The result should be every line of the listing that contains "WEST".
BEGIN
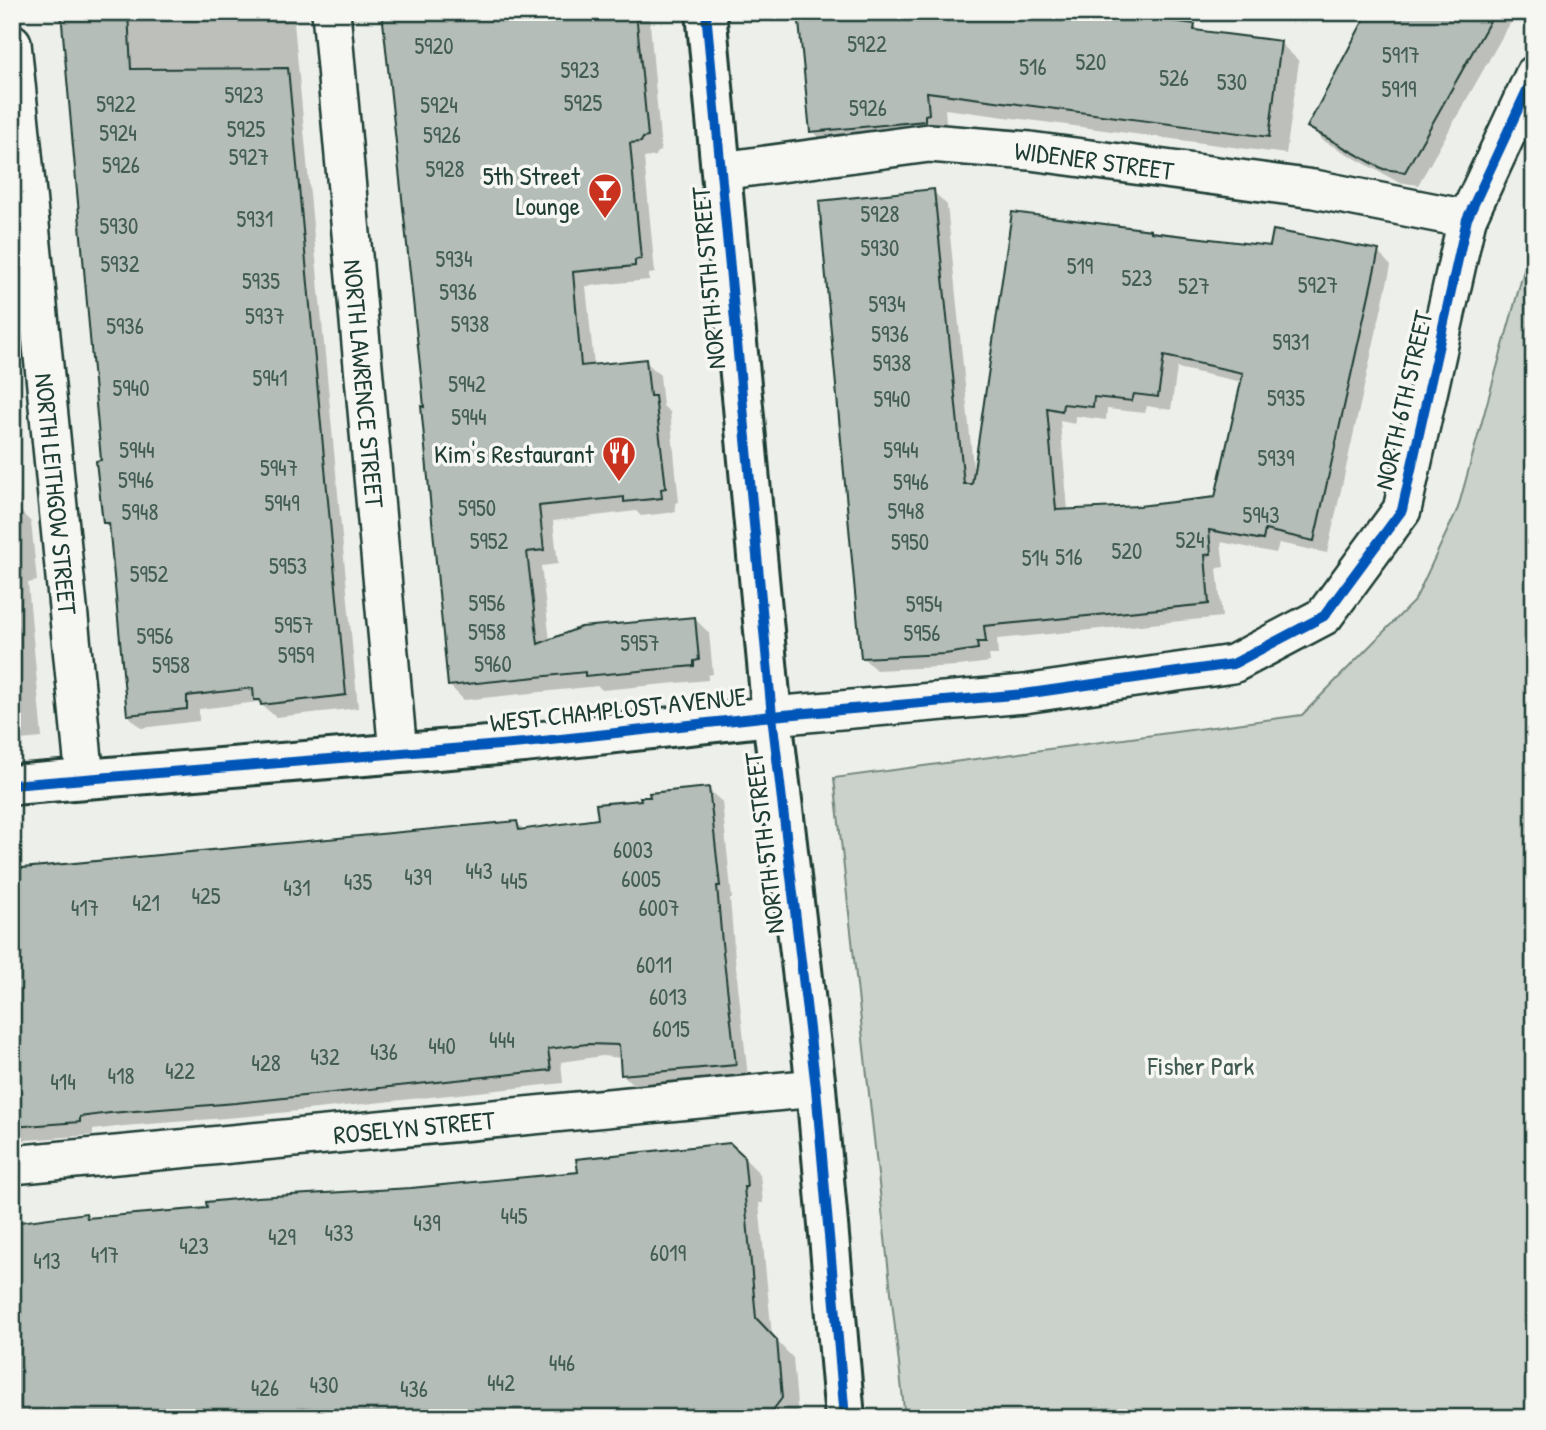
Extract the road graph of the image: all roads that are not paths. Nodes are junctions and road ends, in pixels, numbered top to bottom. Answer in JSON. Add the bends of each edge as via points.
{"nodes":[{"id":1,"x":331,"y":12,"type":"edge"},
{"id":2,"x":706,"y":12,"type":"edge"},
{"id":3,"x":12,"y":43,"type":"edge"},
{"id":4,"x":1534,"y":75,"type":"edge"},
{"id":5,"x":721,"y":171,"type":"junction"},
{"id":6,"x":1467,"y":219,"type":"junction"},
{"id":7,"x":1226,"y":664,"type":"joint"},
{"id":8,"x":772,"y":716,"type":"junction"},
{"id":9,"x":398,"y":753,"type":"junction"},
{"id":10,"x":85,"y":779,"type":"junction"},
{"id":11,"x":12,"y":785,"type":"edge"},
{"id":12,"x":816,"y":1088,"type":"junction"},
{"id":13,"x":12,"y":1165,"type":"edge"},
{"id":14,"x":845,"y":1418,"type":"edge"}],
"edges":[{"from":1,"to":9,"type":"street","name":"NORTH LAWRENCE STREET"},
{"from":2,"to":5,"type":"street","name":"NORTH 5TH STREET"},
{"from":3,"to":10,"type":"street","name":"NORTH LEITHGOW STREET"},
{"from":4,"to":6,"type":"street","name":"NORTH 6TH STREET"},
{"from":5,"to":6,"type":"street","name":"WIDENER STREET","via":[[929,143],[1030,151],[1314,189]]},
{"from":5,"to":8,"type":"street","name":"NORTH 5TH STREET"},
{"from":6,"to":7,"type":"street","name":"NORTH 6TH STREET","via":[[1402,510],[1324,616]]},
{"from":7,"to":8,"type":"street","name":"WEST CHAMPLOST AVENUE","via":[[1024,694]]},
{"from":8,"to":9,"type":"street","name":"WEST CHAMPLOST AVENUE"},
{"from":8,"to":12,"type":"street","name":"NORTH 5TH STREET"},
{"from":9,"to":10,"type":"street","name":"WEST CHAMPLOST AVENUE"},
{"from":10,"to":11,"type":"street","name":"WEST CHAMPLOST AVENUE"},
{"from":12,"to":13,"type":"street","name":"ROSELYN STREET"},
{"from":12,"to":14,"type":"street","name":"NORTH 5TH STREET"}]}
END
» **Reply to the task**
{"from":7,"to":8,"type":"street","name":"WEST CHAMPLOST AVENUE","via":[[1024,694]]},
{"from":8,"to":9,"type":"street","name":"WEST CHAMPLOST AVENUE"},
{"from":9,"to":10,"type":"street","name":"WEST CHAMPLOST AVENUE"},
{"from":10,"to":11,"type":"street","name":"WEST CHAMPLOST AVENUE"},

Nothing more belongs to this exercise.